Gas companies: not your friend | Arkansas Blog

Tuesday, March 17, 2009

Gas companies: not your friend

Posted By on Tue, Mar 17, 2009 at 9:46 AM

Ernest Dumas has another blockbuster of a column, on a piece of legislative trivia that embroiders an old pattern. Gas companies get everything they want out of the Arkansas legislature and Gov. Mike Beebe.

It's too late to stop this train, which probably passes its final committee test today, but  Ernie's column is still worth a read by anyone who thinks the Arkansas legislature is working for the little guy:


By Ernest Dumas

When Governor Beebe persuaded the big gas producers last year to accept a hike in the production tax to raise a little money for Arkansas’s poor roads, the gas companies extracted some serious concessions from the state.

The big one was that they wouldn’t have to pay the 5 percent severance tax on much of the gas they produced for several years, but we’re only now beginning to grasp the full price that the state must pay for the little tax.

The legislature is making amends to the production industry in your behalf by altering the regulatory laws so that they are much more favorable to the industry. If you thought that they couldn’t possibly be made any more favorable than they already were, you were wrong.

This week, a little bill that once and for all ends gas producers’ fiduciary duties to land and mineral owners will quietly take its place in the statutes. It was introduced March 9, got a sendoff from the always amenable Insurance and Commerce Committee two days later, passed the House of Representatives 90-2 the next day and went to a Senate committee, all with virtually no public notice and no significant debate. It should reach the governor’s desk before the week is out. Late in a legislative session, when skepticism and even curiosity are exhausted, is the time to introduce bills like HB 2247.

It doesn’t have to be sneaky either. The second sentence of the bill says it: “A mineral lessee under an oil and gas lease does not owe a fiduciary duty or a fiduciary obligation to the mineral lessor.”

Almost nine years ago, the Arkansas Supreme Court upheld a $109 million judgment against Southwestern Energy Co., a big producer now in the Fayetteville shale play, because it had not looked out for the best interests of thousands of royalty owners in the gas fields when it was trading gas with its sister distribution company, Arkansas Western Gas Co. HB 2247 when it becomes law won’t recover the company’s $109 million, but it promises that companies will never face that obligation again.
That is the story for the whole legislative session.

A Republican from Beebe introduced a bill saying that a pipeline company could not use the government’s eminent domain power to build a gathering line but rather had to negotiate with landowners for easements across their land. The big gas produces avoid state regulation but get to use the government’s eminent domain prerogative. A Senate committee killed the bill.

A bill giving city and county governments bothered by the degradation of their communities some say before the state Department of Environmental Quality gives the industry permits for disposing of drilling wastes suffered the same fate.
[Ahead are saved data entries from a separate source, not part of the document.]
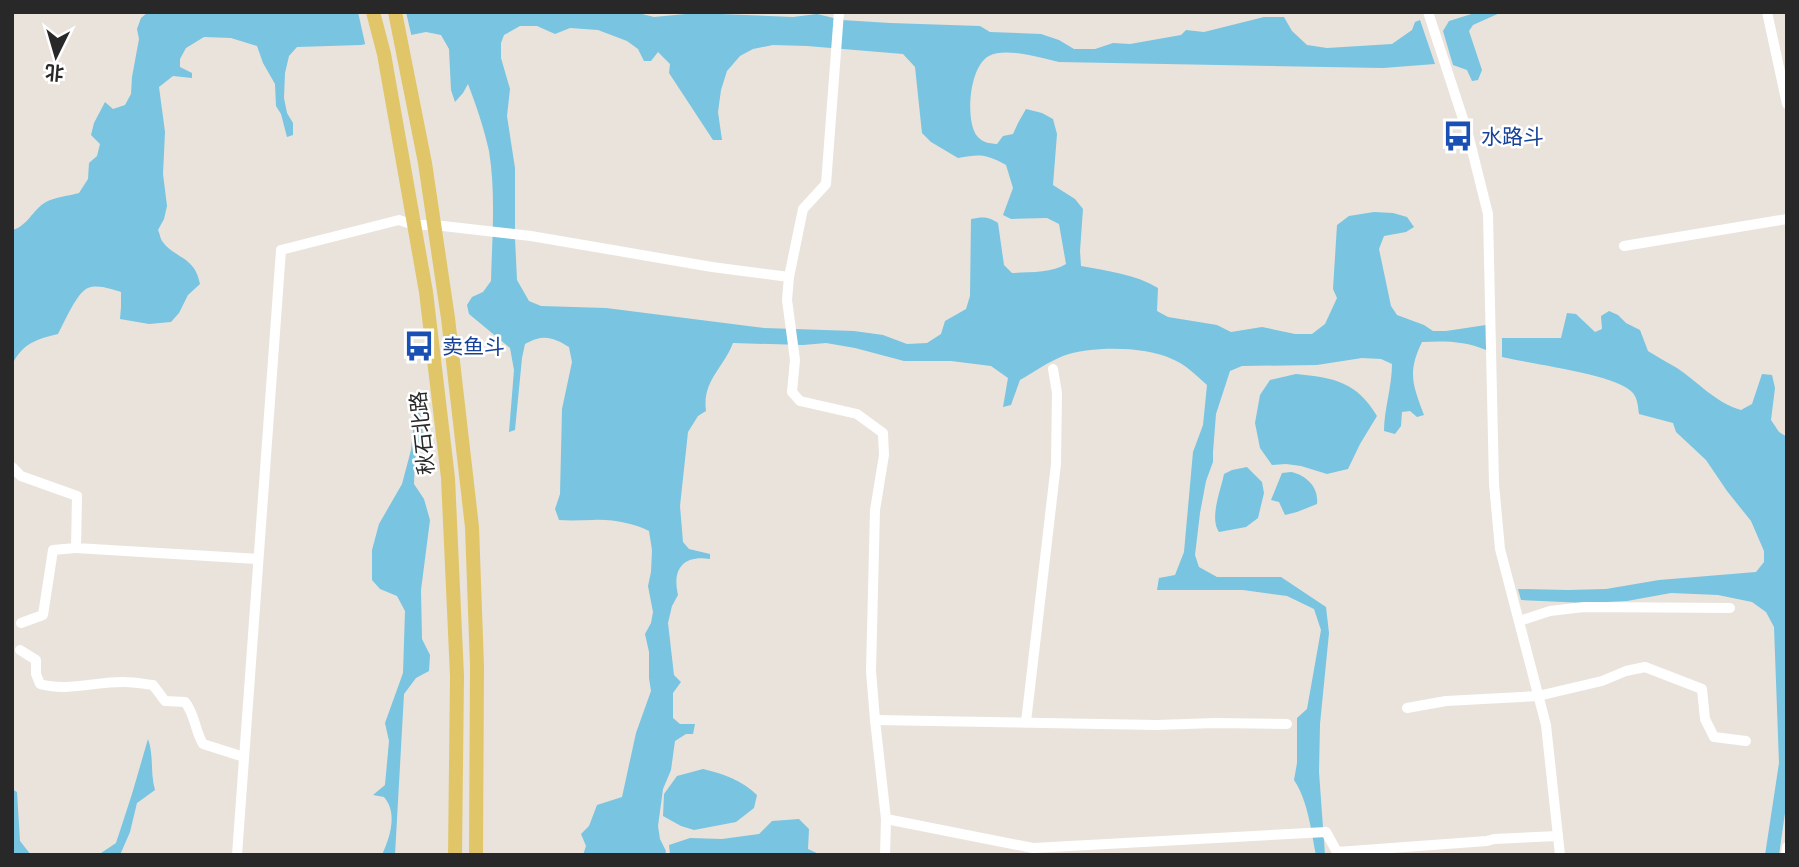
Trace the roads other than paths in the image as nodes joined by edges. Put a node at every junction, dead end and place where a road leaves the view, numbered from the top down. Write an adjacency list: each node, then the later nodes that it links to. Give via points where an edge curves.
1 (373, 12): 8 (main road, 秋石北路)
2 (395, 12): 9 (main road, 秋石北路)
3 (839, 12): 11 (street, via 825,184 803,209)
4 (1428, 12): 17 (street, via 1468,134 1488,214 1494,484 1500,549)
5 (1767, 12): 6 (street)
6 (1787, 104)
7 (1787, 219): 10 (street)
8 (414, 225): 9 (street); 15 (street, via 399,220 281,250); 32 (main road, 秋石北路, via 448,478 457,676)
9 (434, 225): 11 (street); 33 (main road, 秋石北路, via 472,527)
10 (1624, 246)
11 (789, 277): 22 (street, via 792,392 800,401 857,414 883,433 875,510 871,671)
12 (1053, 369): 23 (street, via 1056,464)
13 (12, 467): 14 (street, via 21,476 77,496)
14 (76, 548): 15 (street); 18 (street, via 53,550 43,615)
15 (258, 559): 26 (street)
16 (1730, 608): 17 (street, via 1584,607)
17 (1519, 621): 20 (street)
18 (21, 623)
19 (20, 650): 26 (street, via 36,660 40,684 47,686 153,685 164,701 185,702 191,709 203,744)
20 (1538, 696): 21 (street); 25 (street, via 1645,667 1702,689 1714,737); 28 (street, via 1546,725)
21 (1407, 708)
22 (875, 720): 23 (street); 27 (street)
23 (1026, 722): 24 (street)
24 (1287, 724)
25 (1746, 741)
26 (244, 757): 31 (street)
27 (886, 819): 29 (street, via 1033,848 1326,832 1338,852); 34 (street)
28 (1558, 836): 29 (street); 36 (street)
29 (1487, 841): 35 (street)
30 (1787, 847): 37 (street)
31 (237, 855)
32 (455, 855)
33 (476, 855)
34 (885, 855)
35 (1488, 855)
36 (1560, 855)
37 (1786, 855)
A bill requiring a majority of the members of the state Oil and Gas Commission to be experienced in the oil and gas business, which assures industry control of the commission, sailed through both houses and Governor Beebe quickly signed it into law.
A bill that would allow counties in the shale play to assess a fee of up to $5 a load of drilling waste to help them pay for the heavy damage to county roads from the drilling activity has languished in the Senate.

HB 2247 disposes of an onus that the industry has borne since at least 2000, when the Supreme Court unanimously said that a producer had a covenant with royalty owners to get the best price available for the gas it acquired from them. It implied that the gas companies had a duty to look out for the interests of the tens of thousands of mineral lessors who have little way to protect themselves.

The dispute had bounced around the courts for 20 years and reached the Supreme Court four times, the last one after a jury in Sebastian County found that the sister subsidiaries had broken a 20-year contract and manipulated gas prices to help the distribution company and thus deprived 7,000 mineral owners of $62 million, which together with interest and punitive damages came to a judgment of $109 million.

Southwestern Energy maintained that it simply had to follow the “prudent operator” standard, which says a company is obligated merely to do what any prudent company would do in the circumstances to maximize its own profits while looking out for mineral lessors as well as it could.

The bill says it is necessary to straighten out this relationship with royalty owners so that producers will start to develop the state’s natural resources.

There is no evidence that it was holding them back.